También, hoy, a nosotros, Jesús nos lanza el reto: “levántate, toma tu camilla y anda”. No podemos quedarnos sin ilusiones, tendremos que arriesgarnos a ponernos en pie e iniciar nuestro camino. Tenemos que despertar nuestra fe y nuestra esperanza, tenemos que confiar en su palabra, y al mismo tiempo tener en cuenta a quien se ha quedado atrás, a quien no se levanta, a quien lo dejan tirado.

Junto con Jesús, despertemos a una nueva esperanza.

El hombre de la piscina, al igual que hoy en día muchos hermanos, no tienen quien les tienda una mano, quien los ayude a salir de sus problemas… quien los lleve a conocer a Jesús. ¿Te has puesto a pensar cuánta gente a tu alrededor está esperando que le tiendas la mano?

Homilía para el viernes 29 de Marzo de 2019

Mc 12, 28-34 

Cuando el profeta Oseas sugiere al pueblo de Israel su conversión, le pide que ya no llamen dioses a las obras de sus manos. Y si revisamos un poco la historia, nos encontramos que Israel había puesto su confianza más en el poder de Asiria, en su ejército y en sus propias fuerzas que en el Señor. No se refiere, pues, literalmente a otros dioses, sino que hay cosas que están ocupando el lugar de Dios.

Actualmente muchos pueblos se definen a sí mismos como religiosos, no idólatras, pero en su diario actuar confían más en su poder, en su dinero y en miles de pequeñeces que llenan su corazón.

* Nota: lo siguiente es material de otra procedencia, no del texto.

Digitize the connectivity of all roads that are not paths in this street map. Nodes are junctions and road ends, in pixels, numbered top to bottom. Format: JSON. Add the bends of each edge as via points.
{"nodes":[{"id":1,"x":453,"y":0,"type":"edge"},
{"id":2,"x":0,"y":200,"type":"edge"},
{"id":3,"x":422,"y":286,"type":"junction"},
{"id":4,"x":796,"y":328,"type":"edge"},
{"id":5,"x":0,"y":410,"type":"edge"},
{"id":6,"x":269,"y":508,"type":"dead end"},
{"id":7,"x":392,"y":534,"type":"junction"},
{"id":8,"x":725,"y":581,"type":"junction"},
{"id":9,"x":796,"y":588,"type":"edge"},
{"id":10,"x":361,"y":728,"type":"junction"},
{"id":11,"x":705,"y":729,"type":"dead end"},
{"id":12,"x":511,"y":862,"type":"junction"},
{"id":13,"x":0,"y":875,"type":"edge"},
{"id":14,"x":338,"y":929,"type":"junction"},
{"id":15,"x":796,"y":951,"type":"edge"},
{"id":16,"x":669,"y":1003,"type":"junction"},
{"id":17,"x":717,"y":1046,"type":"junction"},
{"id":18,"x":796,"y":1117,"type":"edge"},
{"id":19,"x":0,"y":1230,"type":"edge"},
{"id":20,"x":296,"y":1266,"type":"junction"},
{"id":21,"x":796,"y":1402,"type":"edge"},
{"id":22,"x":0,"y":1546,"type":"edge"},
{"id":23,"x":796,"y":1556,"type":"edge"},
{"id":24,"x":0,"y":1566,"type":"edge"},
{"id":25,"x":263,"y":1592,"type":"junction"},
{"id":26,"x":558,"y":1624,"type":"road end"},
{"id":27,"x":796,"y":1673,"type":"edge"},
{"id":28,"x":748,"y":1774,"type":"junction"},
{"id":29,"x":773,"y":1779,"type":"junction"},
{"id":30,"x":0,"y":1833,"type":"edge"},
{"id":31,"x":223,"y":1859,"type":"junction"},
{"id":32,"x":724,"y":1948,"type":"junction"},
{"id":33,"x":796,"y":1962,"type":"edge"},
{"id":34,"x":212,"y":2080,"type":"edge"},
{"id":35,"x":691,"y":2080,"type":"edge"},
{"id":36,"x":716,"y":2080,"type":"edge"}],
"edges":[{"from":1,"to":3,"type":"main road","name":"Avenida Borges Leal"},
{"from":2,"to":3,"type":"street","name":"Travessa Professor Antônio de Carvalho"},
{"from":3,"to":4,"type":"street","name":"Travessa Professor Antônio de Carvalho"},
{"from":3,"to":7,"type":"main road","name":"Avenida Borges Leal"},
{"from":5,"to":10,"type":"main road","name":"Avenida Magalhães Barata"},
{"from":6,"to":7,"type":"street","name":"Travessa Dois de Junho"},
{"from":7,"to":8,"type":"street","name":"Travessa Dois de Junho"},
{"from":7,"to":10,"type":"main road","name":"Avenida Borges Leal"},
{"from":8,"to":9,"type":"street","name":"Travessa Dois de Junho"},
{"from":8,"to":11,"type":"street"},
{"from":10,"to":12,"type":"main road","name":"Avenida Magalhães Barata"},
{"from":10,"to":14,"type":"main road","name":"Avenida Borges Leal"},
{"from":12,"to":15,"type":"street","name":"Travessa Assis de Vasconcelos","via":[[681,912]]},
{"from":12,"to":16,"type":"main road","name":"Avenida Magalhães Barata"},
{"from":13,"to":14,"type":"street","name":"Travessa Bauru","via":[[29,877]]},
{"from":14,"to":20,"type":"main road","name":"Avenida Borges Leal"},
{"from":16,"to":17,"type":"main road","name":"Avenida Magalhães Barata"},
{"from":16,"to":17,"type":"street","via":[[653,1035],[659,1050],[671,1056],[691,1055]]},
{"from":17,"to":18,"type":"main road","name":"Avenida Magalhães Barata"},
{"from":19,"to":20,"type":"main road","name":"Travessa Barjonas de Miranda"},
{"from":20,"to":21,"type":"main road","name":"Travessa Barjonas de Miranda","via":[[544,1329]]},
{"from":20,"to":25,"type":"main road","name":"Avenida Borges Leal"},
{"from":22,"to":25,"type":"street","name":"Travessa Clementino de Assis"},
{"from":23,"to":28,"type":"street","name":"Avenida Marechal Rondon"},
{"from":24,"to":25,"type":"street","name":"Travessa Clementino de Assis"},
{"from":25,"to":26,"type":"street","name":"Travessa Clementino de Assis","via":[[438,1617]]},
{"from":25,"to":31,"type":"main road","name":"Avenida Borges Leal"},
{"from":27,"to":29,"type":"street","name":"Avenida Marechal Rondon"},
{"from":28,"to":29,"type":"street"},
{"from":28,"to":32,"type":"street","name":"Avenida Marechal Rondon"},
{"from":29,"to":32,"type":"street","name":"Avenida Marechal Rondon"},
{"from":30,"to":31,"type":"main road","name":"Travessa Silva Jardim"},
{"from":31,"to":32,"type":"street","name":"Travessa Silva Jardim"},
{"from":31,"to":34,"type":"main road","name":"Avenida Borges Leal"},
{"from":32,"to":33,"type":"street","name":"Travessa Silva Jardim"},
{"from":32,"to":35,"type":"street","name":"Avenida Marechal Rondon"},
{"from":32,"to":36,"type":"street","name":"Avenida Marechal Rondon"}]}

El hombre moderno se ha aficionado a tantas comodidades, a tantas dependencias que se ha convertido en verdaderos dioses, con sus ritos, con sus defensores y sus sacerdotes. Basta mirar los nuevos espectáculos, los deportes, los negocios y la política. No podemos decir que no ocupa verdaderamente el corazón de la persona.

Después también encontramos las ambiciones y anhelos personales o de grupo, se adueñan del corazón y tiranizan toda su vida.

El evangelio de este día quiere que retomemos el fin esencial del hombre: amar a Dios y amar al prójimo. Alguien decía que deberíamos decir más que amar a Dios, el dejarse amar por Dios, permitirse experimentar el amor de Dios. Y es verdad, porque quien se sabe amado por Dios, se siente en las manos de Dios, buscará espontáneamente responder con el mismo amor y también procurará manifestar en la práctica este amor dándolo a sus hermanos que son así mismo amados de Dios.

No es tanto un mandamiento sino una experiencia. Cada día que nace, cada instante que vivimos, cada belleza y aún cada fracaso lo podremos vivir como una manifestación del amor de Dios. Entonces nuestro corazón encontrará la verdadera paz y podrá ponerse a disposición para servir a los hermanos. Si el corazón se llena de ambición nunca encontrará la paz y verá en cada hermano un opositor y se defenderá de él o lo utilizará como peldaño.

Pidamos al Señor que podamos experimentar en cada instante el gran amor que Dios Padre nos regala.